== RECORDS SUPPLIED ==

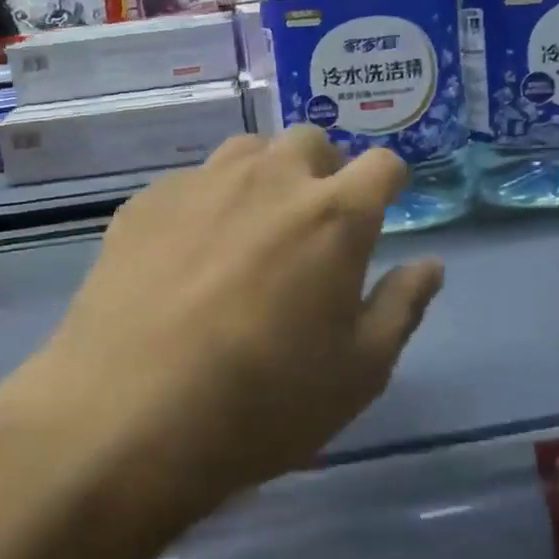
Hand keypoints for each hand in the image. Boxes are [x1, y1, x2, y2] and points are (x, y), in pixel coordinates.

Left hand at [0, 128, 443, 511]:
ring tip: (252, 231)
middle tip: (314, 225)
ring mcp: (201, 184)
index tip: (382, 211)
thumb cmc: (263, 402)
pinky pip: (191, 183)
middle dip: (325, 170)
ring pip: (248, 151)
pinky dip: (206, 203)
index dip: (389, 184)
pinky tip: (187, 255)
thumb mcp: (359, 372)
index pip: (384, 165)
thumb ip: (402, 307)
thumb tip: (430, 265)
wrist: (128, 416)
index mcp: (335, 215)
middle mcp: (271, 179)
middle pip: (312, 142)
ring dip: (265, 177)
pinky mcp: (145, 202)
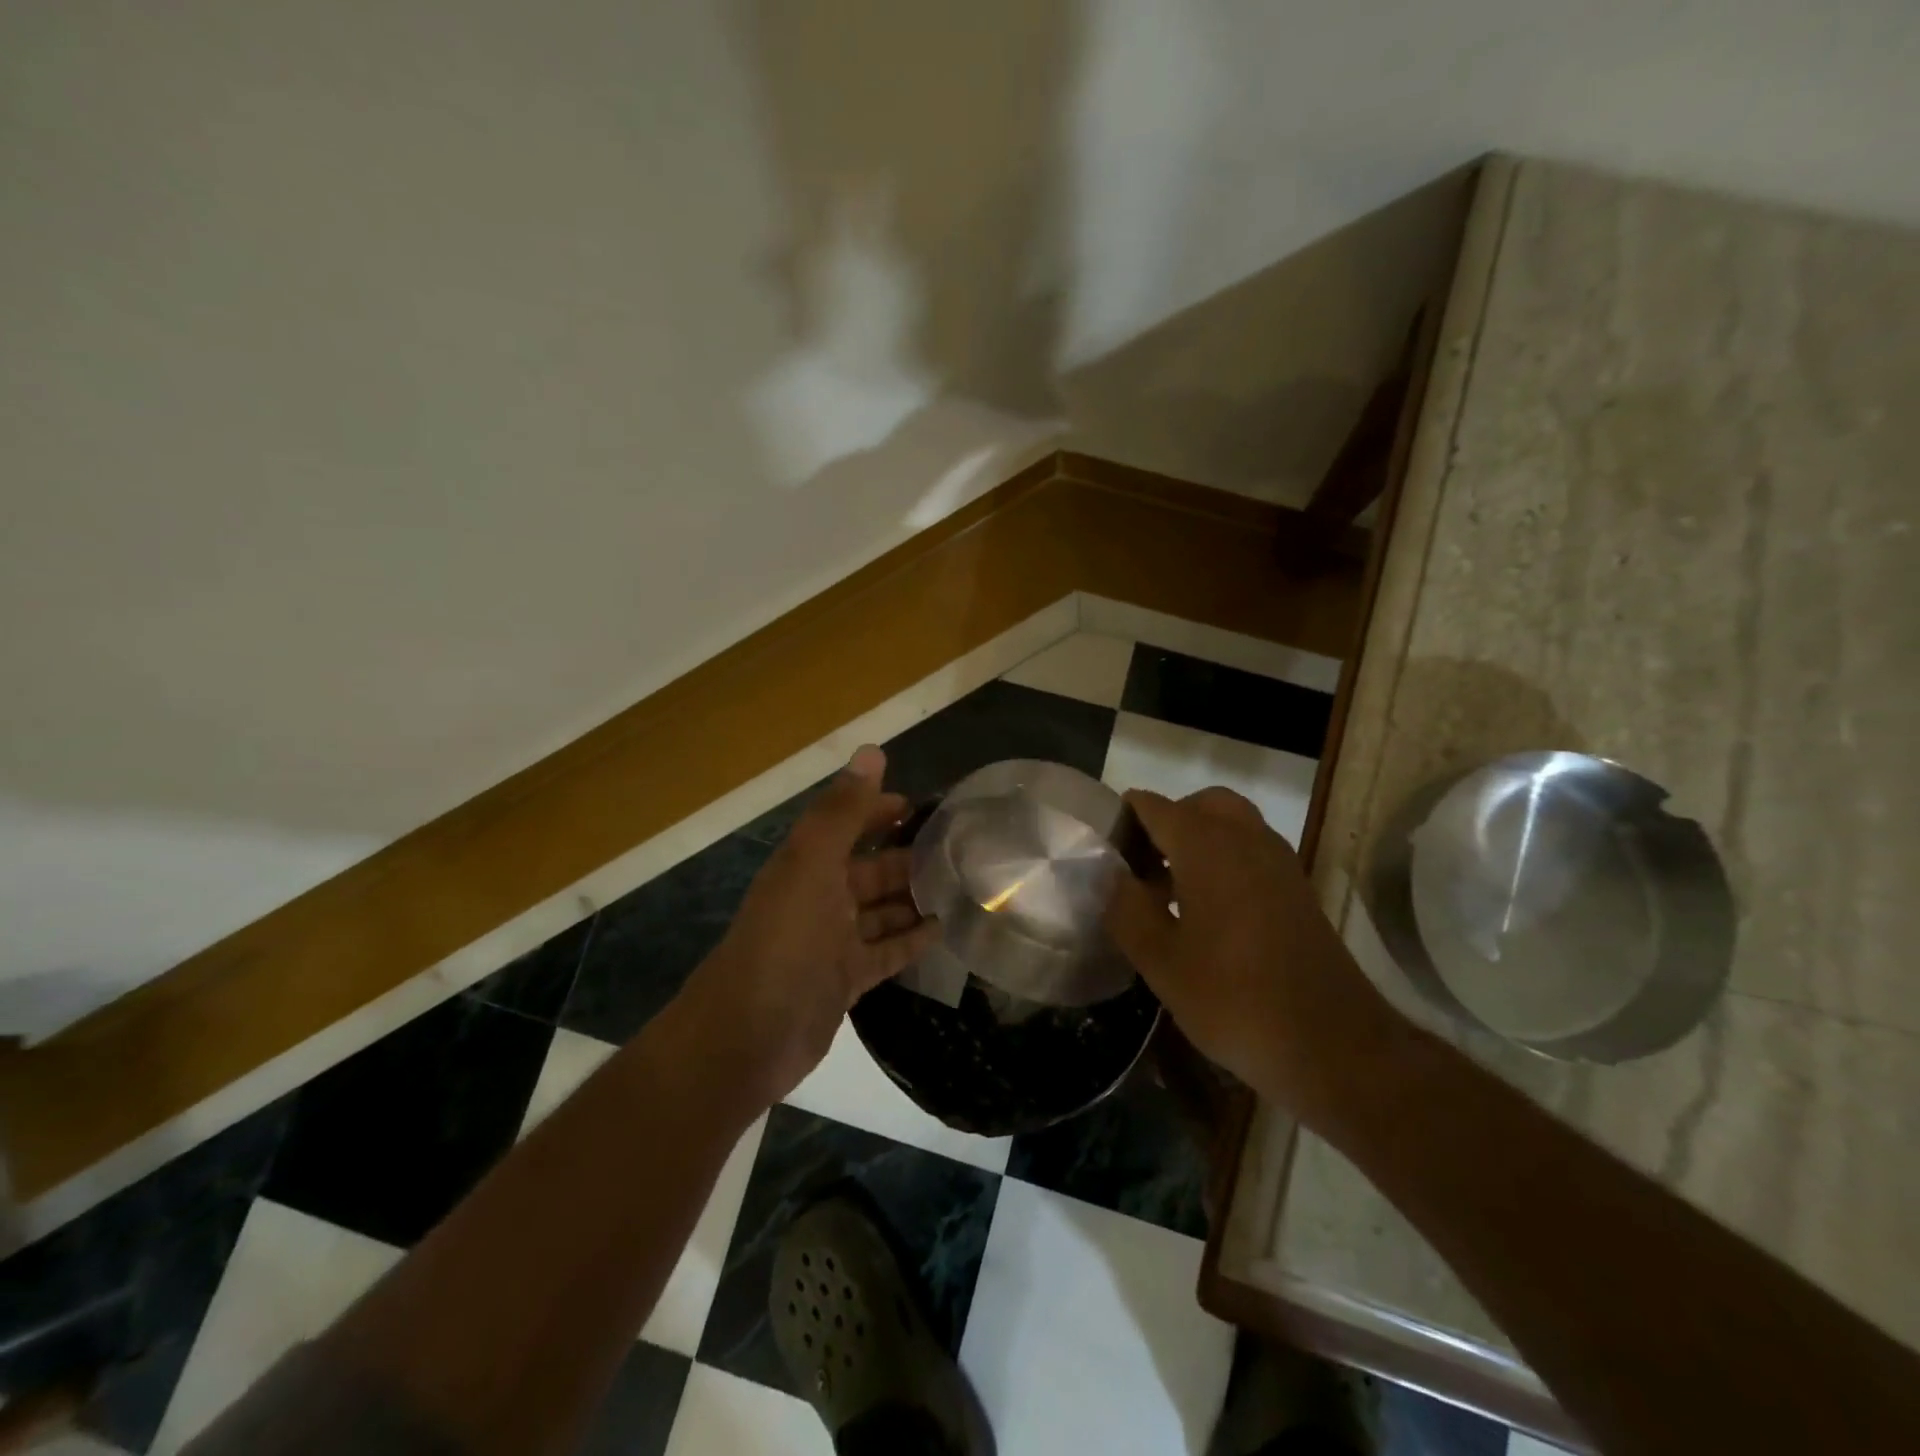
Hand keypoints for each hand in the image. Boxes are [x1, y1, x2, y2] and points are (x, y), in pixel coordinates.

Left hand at [675, 745, 938, 1105]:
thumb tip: (872, 750)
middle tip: (961, 850)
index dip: (880, 810)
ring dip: (913, 898)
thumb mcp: (812, 865)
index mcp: (808, 865)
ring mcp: (832, 941)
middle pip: (870, 869)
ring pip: (881, 911)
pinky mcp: (845, 980)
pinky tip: (944, 931)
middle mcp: (819, 897)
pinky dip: (910, 941)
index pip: (849, 824)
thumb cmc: (784, 941)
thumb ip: (843, 812)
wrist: (747, 1036)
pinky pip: (885, 952)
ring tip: (962, 887)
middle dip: (908, 856)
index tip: (925, 805)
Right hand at [1105, 787, 1396, 1117]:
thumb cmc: (1234, 999)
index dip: (1123, 821)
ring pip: (1231, 824)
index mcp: (1206, 846)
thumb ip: (1127, 910)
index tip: (1104, 854)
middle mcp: (1246, 839)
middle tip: (1143, 866)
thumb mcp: (1161, 962)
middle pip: (1199, 805)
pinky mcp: (1298, 889)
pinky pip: (1253, 851)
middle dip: (1167, 823)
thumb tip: (1113, 877)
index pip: (1153, 806)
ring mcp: (1279, 862)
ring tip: (1171, 892)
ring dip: (1199, 840)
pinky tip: (1209, 912)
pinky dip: (1226, 860)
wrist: (1333, 1044)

===

▸ WORK REQUEST: Print exactly the lines above that run from the one with "pinky tip: (187, 255)" to the one with "thumb ip: (843, 812)", both included. No pictures.

▸ EXPECTED ANSWER:
pinky tip: (187, 255)
thumb mcp: (359, 372)
index pip: (384, 165)
thumb ip: (402, 307)
thumb tip: (430, 265)
wrist: (128, 416)
index mcp: (335, 215)
middle mcp: (271, 179)
middle pip: (312, 142)
ring dip: (265, 177)
pinky mcp: (145, 202)
Hand keypoints for each hand in the image. Boxes are [x1, y1, x2, y2] and points are (x, y), in pixel coordinates.

Left hand at [675, 745, 938, 1105]:
thumb tip: (872, 750)
middle tip: (961, 850)
index dip: (880, 810)
ring dip: (913, 898)
thumb mcp: (812, 865)
index mcp: (808, 865)
ring mcp: (832, 941)
middle pip: (870, 869)
ring pip: (881, 911)
pinky mcp: (845, 980)
pinky tip: (944, 931)
middle mcp: (819, 897)
pinky dip: (910, 941)
index pip: (849, 824)
thumb cmc: (784, 941)
thumb ip: (843, 812)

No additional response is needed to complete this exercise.